The ''Biography'' documentary (to be repeated on Friday) is painful to watch if you're part of the boomer generation that grew up with the Nelsons. It's as if ''Long Day's Journey Into Night'' were being performed by the cast of ''It's a Wonderful Life.'' But for those of us who grew up measuring our homes against the Nelson ideal -- and finding them wanting -- there's rough justice here. If Ozzie and Harriet couldn't live up to their own image, how could the rest of America? The Nelsons -- and the Eisenhower-decade ethos they typified -- set a standard that couldn't be met by a society in which men did have to work long hours to get ahead and women were not necessarily delighted to be confined to home while they did so. As ''Biography'' reveals, the values propagated by Ozzie and Harriet weren't really their own anyway (both were itinerant show people before they married). Nonetheless, the powerful new medium of TV imposed their nostalgic, unrealistic, one-size-fits-all familial model on a vast, rapidly changing America to which it no longer applied. The discrepancy between who the Nelsons were and what they preached became a lasting model for hypocritical public discourse as well. A Father's Day article in The Times reported that the rigid 1990's family-values moralist William Bennett was ''raised by a mother and grandmother who at best count were married a total of nine times.''
At the young age at which I was in thrall to ''Ozzie and Harriet,'' I had a single, divorced Mom, compelled to work to pay the bills. She was plainly no Harriet, and even when she remarried she continued her dedicated work as a teacher. Later I would figure out that she was a successful parent, but back then she and her children alike felt woefully deficient. Surely it was Mom's fault that life had dealt her a hand different from the omnipresent Nelsons, ''Father Knows Best'' and Doris Day. Luckily, she lived long enough to feel vindicated -- not by ''Murphy Brown'' but by her children and grandchildren.

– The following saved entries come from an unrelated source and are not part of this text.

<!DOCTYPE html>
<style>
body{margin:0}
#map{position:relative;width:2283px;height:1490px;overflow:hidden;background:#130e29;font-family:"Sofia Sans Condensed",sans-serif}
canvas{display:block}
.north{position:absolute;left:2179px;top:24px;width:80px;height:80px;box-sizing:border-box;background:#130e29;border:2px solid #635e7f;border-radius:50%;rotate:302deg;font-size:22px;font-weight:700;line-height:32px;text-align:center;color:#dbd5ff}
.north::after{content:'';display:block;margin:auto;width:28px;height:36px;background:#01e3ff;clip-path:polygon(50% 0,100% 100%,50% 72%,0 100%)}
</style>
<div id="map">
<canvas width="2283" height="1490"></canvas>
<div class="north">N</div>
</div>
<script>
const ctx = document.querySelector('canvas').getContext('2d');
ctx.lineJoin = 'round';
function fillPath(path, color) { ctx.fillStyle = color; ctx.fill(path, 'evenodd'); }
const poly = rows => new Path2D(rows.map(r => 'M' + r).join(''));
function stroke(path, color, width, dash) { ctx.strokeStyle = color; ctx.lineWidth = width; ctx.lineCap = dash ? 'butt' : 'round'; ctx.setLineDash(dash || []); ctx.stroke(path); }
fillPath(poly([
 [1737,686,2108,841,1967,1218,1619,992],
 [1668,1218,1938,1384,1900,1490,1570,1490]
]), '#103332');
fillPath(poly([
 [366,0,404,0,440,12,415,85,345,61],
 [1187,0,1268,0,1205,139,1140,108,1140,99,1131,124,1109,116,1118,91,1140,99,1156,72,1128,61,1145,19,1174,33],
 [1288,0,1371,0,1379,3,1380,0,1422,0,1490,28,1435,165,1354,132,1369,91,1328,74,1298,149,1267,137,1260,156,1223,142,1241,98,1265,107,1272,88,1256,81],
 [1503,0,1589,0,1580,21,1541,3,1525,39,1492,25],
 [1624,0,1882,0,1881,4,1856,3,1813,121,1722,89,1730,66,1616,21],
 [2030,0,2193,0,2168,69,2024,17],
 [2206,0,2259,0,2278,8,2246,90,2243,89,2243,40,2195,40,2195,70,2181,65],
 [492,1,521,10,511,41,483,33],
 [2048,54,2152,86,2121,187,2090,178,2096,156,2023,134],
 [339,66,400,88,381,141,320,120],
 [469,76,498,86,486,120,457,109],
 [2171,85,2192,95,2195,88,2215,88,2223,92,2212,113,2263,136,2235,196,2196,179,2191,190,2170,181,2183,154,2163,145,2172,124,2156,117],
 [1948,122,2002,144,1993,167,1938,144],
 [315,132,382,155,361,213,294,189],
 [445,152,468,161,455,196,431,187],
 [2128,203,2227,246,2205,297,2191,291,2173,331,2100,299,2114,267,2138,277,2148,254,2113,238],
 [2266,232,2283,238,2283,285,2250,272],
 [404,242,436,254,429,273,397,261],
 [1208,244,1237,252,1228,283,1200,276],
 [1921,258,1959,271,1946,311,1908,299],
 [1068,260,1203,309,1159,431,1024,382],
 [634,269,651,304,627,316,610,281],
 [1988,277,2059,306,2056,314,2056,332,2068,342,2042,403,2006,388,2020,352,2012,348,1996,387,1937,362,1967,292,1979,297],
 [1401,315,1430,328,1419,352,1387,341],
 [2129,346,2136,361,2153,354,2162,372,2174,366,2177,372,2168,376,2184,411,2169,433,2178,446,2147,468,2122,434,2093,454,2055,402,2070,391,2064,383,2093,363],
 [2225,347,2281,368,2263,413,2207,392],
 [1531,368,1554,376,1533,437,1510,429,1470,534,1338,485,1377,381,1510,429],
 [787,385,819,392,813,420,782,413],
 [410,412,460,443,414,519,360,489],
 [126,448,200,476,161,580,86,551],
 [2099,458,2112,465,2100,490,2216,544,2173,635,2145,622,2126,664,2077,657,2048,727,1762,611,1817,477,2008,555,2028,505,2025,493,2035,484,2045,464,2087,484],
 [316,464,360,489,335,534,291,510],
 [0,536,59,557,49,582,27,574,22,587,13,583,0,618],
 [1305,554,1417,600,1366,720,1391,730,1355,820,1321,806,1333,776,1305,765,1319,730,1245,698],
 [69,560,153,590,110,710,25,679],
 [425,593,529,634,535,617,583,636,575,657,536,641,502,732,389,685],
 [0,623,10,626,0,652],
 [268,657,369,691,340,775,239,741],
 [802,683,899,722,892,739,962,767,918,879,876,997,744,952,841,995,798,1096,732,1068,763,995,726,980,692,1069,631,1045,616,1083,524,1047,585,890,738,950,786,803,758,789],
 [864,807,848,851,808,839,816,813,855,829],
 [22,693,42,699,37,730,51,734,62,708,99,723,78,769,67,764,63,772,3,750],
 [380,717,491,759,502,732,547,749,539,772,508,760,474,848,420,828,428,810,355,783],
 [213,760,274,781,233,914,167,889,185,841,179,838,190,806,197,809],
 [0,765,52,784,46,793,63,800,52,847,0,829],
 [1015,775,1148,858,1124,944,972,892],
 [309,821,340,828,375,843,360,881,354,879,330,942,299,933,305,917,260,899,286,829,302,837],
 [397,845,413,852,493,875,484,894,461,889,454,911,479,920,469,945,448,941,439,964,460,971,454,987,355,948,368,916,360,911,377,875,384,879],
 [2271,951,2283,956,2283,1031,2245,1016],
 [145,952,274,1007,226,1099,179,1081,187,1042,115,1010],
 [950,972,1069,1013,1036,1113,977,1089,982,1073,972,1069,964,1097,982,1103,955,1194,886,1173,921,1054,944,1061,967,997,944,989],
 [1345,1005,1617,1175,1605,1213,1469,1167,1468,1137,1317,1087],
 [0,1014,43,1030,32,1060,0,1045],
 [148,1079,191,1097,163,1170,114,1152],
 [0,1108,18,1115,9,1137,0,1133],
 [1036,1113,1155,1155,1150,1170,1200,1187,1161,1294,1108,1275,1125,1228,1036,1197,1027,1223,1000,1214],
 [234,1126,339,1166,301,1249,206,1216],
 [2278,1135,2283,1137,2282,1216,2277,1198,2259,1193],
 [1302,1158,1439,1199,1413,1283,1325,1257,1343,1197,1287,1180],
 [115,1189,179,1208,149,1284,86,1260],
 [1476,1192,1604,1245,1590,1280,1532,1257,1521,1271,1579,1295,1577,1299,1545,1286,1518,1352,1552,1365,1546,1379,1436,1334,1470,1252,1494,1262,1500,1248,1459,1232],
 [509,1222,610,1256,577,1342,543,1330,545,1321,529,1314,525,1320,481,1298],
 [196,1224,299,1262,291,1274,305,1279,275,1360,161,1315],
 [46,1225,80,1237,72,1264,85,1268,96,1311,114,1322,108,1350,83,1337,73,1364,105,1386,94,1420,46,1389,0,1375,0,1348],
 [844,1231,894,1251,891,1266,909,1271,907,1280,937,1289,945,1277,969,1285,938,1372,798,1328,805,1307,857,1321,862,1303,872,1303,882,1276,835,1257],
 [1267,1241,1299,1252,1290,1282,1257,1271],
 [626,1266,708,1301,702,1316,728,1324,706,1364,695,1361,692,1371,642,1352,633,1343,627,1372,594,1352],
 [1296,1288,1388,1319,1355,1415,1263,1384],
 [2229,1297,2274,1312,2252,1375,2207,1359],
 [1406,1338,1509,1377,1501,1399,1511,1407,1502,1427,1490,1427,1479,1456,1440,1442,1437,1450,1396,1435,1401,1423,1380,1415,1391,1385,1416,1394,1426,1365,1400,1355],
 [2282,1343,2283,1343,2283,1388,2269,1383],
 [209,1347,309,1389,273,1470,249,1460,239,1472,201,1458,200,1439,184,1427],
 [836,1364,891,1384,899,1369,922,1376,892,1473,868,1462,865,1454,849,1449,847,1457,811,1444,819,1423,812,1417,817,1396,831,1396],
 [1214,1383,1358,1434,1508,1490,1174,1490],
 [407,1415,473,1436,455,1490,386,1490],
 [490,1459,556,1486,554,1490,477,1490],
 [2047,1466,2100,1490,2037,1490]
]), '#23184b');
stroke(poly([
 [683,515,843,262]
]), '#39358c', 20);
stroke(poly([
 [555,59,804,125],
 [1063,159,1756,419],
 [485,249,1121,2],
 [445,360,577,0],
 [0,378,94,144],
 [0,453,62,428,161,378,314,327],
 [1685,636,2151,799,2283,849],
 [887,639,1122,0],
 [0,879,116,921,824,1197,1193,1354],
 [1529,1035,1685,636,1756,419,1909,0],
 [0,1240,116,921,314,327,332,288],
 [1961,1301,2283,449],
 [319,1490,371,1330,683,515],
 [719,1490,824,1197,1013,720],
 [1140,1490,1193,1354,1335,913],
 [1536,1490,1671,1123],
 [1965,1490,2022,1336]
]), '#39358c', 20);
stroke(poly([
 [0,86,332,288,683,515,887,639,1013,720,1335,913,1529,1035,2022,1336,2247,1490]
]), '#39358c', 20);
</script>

Her experience doesn't prove that ''Murphy Brown'' was right or that Dan Quayle was wrong. But it does show that the whole long-running family-values debate is framed, especially by politicians and mass culture, by cliches of little use to real people caught up in the inevitable, and perhaps infinite, permutations of family configurations in a modern America. This is why one can feel only sympathy, not anger, toward the real Ozzie and Harriet, naked at last. They were as trapped by their cliches as anyone who watched, and, unlike many of us in that audience, they never could escape.